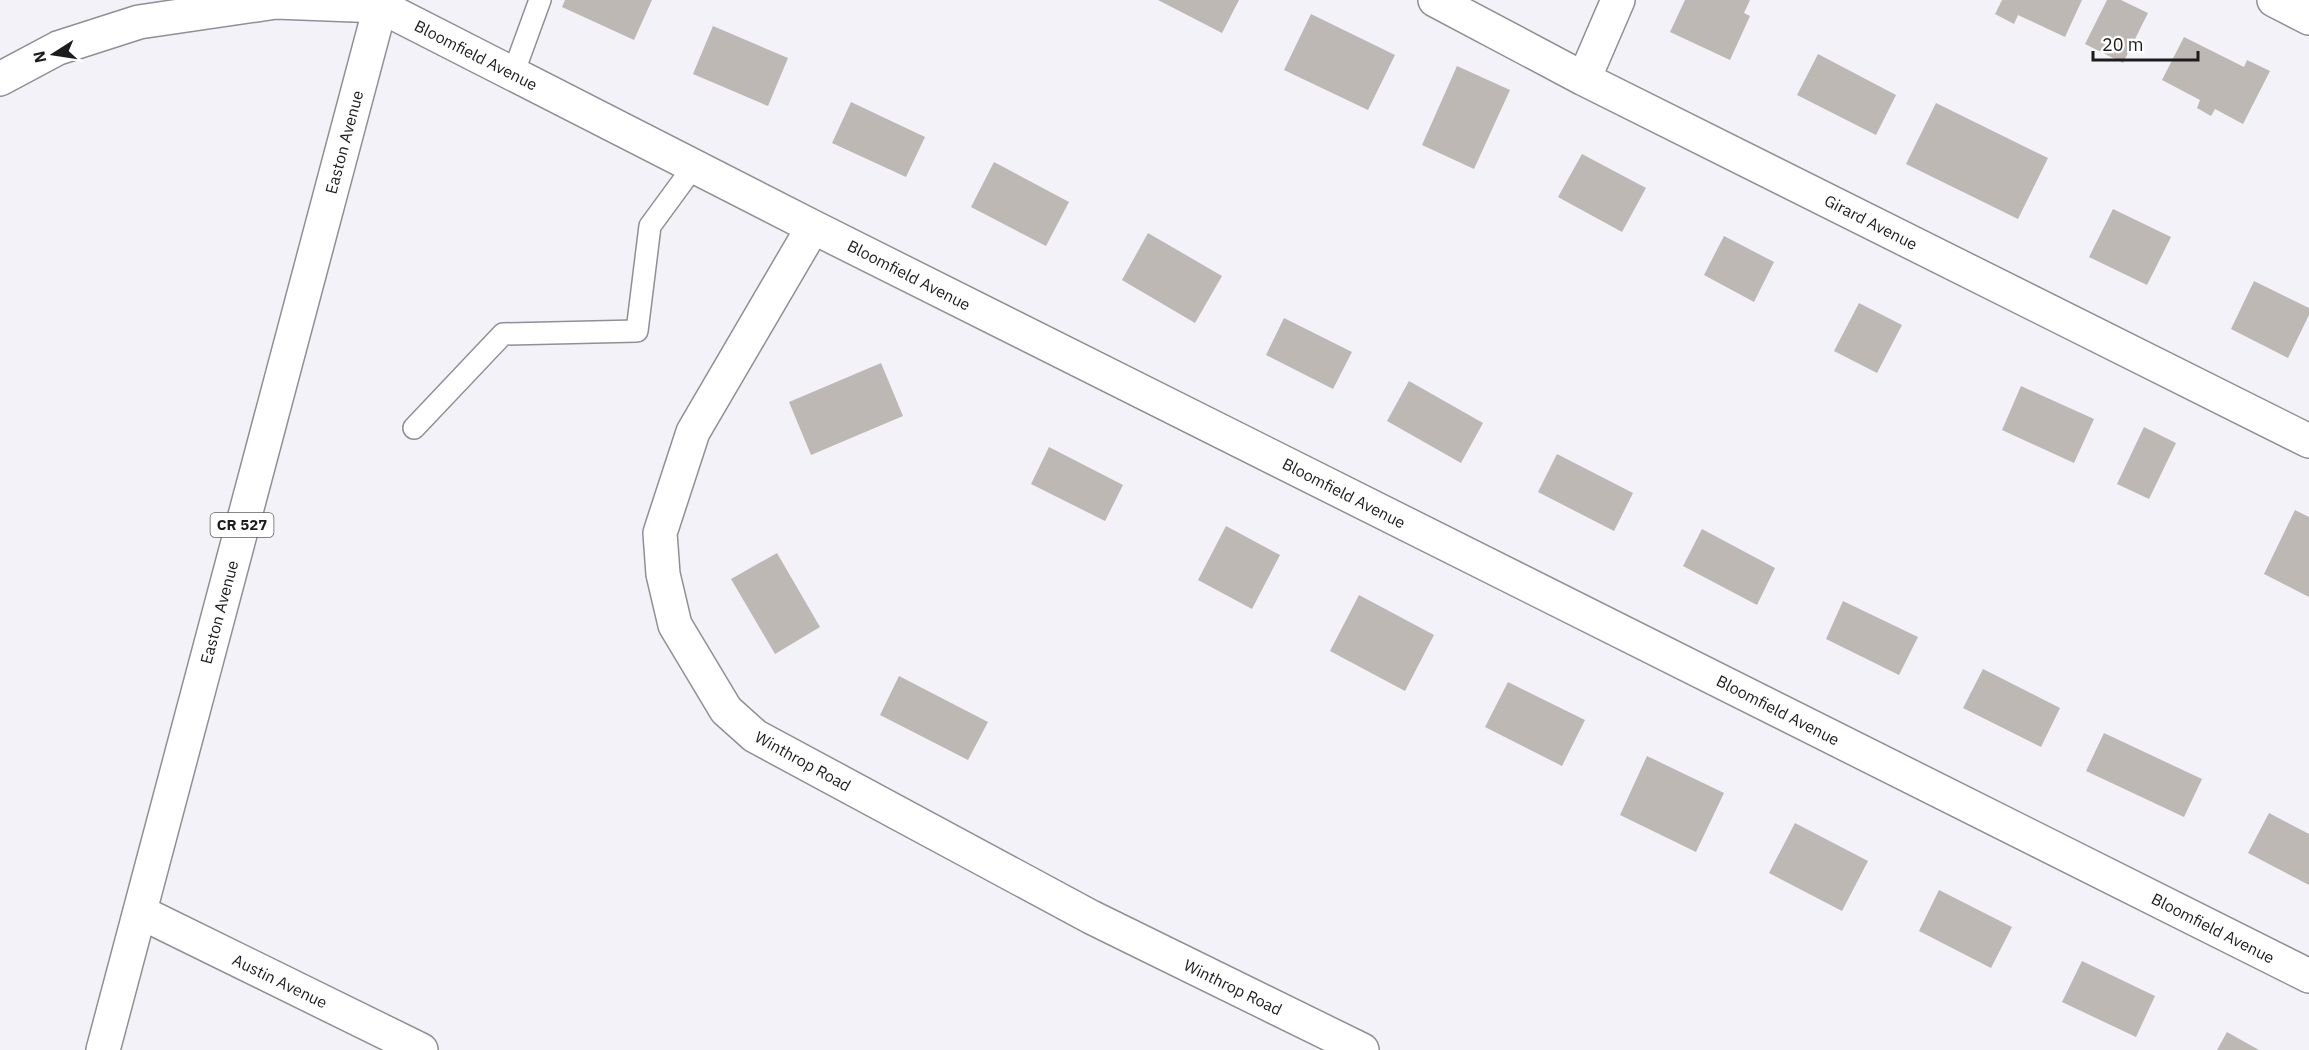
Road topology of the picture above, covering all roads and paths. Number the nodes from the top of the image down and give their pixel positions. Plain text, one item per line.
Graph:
1 (540, 0) edge
2 (1435, 0) edge
3 (1618, 0) edge
4 (2274, 0) edge
5 (381, 3) edge
6 (2309, 18) edge
7 (513, 74) junction
8 (0, 79) edge
9 (1584, 79) junction
10 (694, 166) junction
11 (813, 227) junction
12 (414, 428) dead end
13 (2309, 441) edge
14 (140, 912) junction
15 (2309, 976) edge
16 (103, 1050) edge
17 (421, 1050) edge
18 (1362, 1050) edge

1 - 7 lane
2 - 9 street, Girard Avenue
3 - 9 street
4 - 6 street
5 - 7 street, Bloomfield Avenue
5 - 8 street
5 - 14 street, Easton Avenue / CR 527
7 - 10 street, Bloomfield Avenue
9 - 13 street, Girard Avenue
10 - 11 street, Bloomfield Avenue
10 - 12 lane
11 - 15 street, Bloomfield Avenue
11 - 18 street, Winthrop Road
14 - 16 street, Easton Avenue / CR 527
14 - 17 street, Austin Avenue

::::

Once the pictures have been removed, reproduce each line of the material above exactly.

Road topology of the picture above, covering all roads and paths. Number the nodes from the top of the image down and give their pixel positions. Plain text, one item per line.
Graph:
1 (540, 0) edge
2 (1435, 0) edge
3 (1618, 0) edge
4 (2274, 0) edge
5 (381, 3) edge
6 (2309, 18) edge
7 (513, 74) junction
8 (0, 79) edge
9 (1584, 79) junction
10 (694, 166) junction
11 (813, 227) junction
12 (414, 428) dead end
13 (2309, 441) edge
14 (140, 912) junction
15 (2309, 976) edge
16 (103, 1050) edge
17 (421, 1050) edge
18 (1362, 1050) edge

1 - 7 lane
2 - 9 street, Girard Avenue
3 - 9 street
4 - 6 street
5 - 7 street, Bloomfield Avenue
5 - 8 street
5 - 14 street, Easton Avenue / CR 527
7 - 10 street, Bloomfield Avenue
9 - 13 street, Girard Avenue
10 - 11 street, Bloomfield Avenue
10 - 12 lane
11 - 15 street, Bloomfield Avenue
11 - 18 street, Winthrop Road
14 - 16 street, Easton Avenue / CR 527
14 - 17 street, Austin Avenue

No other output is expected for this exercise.